*Exercise brief:* Find every line in the records below that holds the word "下石笠原市之倉線", and copy it out.

(Stored data)
········

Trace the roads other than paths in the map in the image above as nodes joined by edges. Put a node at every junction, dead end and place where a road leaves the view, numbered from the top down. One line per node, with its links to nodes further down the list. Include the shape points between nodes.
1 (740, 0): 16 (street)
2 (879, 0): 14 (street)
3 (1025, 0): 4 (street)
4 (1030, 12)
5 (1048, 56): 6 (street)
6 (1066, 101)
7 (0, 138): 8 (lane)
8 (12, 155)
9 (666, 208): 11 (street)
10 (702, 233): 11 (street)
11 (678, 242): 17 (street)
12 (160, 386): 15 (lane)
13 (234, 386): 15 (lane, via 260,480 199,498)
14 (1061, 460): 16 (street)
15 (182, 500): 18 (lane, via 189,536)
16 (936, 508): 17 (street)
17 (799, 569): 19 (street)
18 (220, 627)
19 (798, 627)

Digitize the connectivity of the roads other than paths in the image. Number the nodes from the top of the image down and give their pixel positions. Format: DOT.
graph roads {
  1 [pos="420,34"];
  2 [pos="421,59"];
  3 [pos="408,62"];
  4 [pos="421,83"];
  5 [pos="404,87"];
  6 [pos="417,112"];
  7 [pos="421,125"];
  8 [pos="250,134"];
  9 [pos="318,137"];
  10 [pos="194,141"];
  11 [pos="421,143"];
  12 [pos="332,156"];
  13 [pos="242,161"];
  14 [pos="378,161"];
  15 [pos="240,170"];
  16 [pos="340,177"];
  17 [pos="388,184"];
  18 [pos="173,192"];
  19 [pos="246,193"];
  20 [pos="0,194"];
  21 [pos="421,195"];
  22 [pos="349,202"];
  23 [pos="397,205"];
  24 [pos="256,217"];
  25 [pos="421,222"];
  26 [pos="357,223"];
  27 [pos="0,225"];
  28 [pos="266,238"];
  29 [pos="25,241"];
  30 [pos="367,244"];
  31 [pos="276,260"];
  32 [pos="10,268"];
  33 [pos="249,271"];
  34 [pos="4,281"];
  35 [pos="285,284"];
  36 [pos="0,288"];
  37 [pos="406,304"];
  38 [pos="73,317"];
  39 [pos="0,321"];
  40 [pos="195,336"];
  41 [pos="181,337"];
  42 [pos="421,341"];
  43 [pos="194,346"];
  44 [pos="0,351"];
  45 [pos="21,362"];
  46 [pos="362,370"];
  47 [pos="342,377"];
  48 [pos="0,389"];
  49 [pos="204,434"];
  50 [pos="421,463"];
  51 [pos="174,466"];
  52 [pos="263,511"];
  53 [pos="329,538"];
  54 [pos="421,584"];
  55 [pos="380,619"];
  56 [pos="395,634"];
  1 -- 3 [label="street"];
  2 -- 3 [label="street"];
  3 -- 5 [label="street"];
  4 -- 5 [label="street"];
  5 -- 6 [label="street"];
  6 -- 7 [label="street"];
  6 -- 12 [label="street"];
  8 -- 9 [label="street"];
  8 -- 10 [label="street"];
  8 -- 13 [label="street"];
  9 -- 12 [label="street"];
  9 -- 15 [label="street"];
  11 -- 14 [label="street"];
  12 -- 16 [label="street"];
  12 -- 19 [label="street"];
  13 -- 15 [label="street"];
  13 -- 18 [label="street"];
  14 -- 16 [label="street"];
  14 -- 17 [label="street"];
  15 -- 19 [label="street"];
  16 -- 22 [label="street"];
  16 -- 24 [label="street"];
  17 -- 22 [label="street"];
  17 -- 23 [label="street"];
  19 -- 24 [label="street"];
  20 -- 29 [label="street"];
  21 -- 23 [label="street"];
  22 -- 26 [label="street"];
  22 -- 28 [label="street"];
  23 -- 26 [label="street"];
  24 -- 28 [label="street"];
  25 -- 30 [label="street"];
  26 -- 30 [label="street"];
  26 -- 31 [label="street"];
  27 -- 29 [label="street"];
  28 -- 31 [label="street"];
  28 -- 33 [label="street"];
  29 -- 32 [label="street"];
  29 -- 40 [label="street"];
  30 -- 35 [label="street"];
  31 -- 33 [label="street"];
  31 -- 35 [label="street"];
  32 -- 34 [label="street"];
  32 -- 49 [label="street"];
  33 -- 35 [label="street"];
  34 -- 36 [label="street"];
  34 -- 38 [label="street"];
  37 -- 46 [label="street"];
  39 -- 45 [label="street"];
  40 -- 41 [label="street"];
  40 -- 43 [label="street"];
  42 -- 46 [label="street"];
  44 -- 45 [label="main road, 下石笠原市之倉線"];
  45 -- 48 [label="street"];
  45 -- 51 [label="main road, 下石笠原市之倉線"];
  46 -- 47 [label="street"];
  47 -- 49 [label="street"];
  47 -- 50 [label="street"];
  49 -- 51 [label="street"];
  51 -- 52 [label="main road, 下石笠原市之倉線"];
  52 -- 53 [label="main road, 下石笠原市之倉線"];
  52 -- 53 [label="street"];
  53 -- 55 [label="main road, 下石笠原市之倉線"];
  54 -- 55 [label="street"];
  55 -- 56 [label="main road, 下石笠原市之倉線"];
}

········

*Task solution:*
  44 -- 45 [label="main road, 下石笠原市之倉線"];
  45 -- 51 [label="main road, 下石笠原市之倉線"];
  51 -- 52 [label="main road, 下石笠原市之倉線"];
  52 -- 53 [label="main road, 下石笠原市之倉線"];
  53 -- 55 [label="main road, 下石笠原市之倉線"];
  55 -- 56 [label="main road, 下石笠原市之倉線"];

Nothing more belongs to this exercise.